**PROBLEM DESCRIPTION**
Search the records for the string "lane", and show each line where it appears.

**INFORMATION SUPPLIED**
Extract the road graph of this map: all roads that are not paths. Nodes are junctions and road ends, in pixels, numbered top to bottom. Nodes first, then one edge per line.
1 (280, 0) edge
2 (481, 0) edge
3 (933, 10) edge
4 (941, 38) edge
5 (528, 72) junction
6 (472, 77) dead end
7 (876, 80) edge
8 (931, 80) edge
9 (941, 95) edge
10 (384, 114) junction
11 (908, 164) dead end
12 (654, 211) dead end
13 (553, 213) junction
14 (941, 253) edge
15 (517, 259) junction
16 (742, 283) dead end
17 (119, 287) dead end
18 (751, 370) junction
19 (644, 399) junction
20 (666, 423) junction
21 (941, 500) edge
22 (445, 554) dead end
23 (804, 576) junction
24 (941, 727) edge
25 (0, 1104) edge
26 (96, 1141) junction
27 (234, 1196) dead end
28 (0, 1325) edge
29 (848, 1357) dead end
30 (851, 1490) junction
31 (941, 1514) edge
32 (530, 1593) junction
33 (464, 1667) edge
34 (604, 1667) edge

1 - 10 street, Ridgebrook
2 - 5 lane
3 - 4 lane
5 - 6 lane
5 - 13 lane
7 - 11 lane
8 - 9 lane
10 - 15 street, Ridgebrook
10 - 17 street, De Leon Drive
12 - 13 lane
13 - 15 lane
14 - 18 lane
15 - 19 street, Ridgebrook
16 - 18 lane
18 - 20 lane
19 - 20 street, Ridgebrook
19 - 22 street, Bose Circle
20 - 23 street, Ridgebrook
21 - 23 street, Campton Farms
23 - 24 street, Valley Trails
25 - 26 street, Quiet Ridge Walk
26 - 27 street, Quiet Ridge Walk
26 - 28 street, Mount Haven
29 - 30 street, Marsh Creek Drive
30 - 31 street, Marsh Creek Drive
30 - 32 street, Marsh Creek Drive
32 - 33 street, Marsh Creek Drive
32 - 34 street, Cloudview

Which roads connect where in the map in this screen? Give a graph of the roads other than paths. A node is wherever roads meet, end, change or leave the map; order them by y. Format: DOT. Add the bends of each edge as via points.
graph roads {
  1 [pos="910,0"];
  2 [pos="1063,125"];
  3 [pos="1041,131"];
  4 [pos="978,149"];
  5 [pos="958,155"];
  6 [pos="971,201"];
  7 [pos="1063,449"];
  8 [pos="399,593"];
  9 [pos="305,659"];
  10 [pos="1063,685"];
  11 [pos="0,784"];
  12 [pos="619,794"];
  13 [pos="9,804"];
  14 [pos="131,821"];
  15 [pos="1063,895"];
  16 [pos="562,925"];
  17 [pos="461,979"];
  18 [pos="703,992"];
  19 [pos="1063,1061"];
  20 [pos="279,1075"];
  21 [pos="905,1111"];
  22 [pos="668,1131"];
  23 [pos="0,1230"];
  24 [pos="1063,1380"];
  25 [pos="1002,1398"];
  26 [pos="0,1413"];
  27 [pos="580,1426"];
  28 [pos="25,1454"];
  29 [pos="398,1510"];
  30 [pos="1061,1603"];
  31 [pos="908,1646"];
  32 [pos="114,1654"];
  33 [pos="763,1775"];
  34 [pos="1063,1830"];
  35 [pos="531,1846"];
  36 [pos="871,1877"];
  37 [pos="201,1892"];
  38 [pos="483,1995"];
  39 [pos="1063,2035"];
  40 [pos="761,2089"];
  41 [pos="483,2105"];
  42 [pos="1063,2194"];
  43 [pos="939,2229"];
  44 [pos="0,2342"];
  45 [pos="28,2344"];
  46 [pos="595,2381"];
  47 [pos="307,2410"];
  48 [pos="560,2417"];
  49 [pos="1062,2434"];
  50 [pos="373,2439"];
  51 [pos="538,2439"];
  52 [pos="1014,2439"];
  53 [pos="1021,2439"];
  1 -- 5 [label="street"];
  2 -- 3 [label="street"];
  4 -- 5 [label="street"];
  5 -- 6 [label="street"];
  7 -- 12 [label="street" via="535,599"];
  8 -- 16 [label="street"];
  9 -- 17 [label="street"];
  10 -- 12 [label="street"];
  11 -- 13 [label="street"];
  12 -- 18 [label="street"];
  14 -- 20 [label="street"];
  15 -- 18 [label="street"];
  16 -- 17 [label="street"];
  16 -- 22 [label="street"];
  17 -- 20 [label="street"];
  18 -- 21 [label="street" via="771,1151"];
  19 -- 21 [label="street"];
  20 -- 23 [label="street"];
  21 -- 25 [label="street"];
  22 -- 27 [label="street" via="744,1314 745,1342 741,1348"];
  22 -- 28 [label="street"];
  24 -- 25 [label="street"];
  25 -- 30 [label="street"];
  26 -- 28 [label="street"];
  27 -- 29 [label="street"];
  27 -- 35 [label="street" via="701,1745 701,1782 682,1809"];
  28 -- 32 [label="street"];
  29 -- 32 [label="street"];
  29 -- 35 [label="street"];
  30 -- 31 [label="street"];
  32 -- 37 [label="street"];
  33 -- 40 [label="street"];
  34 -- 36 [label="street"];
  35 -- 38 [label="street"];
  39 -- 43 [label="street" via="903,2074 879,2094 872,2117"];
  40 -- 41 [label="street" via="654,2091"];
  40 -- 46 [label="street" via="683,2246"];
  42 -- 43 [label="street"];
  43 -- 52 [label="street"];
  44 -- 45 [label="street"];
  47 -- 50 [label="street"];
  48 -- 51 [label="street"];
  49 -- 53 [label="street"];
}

**THE COMPLETED TASK**
2 - 5 lane
3 - 4 lane
5 - 6 lane
5 - 13 lane
7 - 11 lane
8 - 9 lane
12 - 13 lane
13 - 15 lane
14 - 18 lane
16 - 18 lane
18 - 20 lane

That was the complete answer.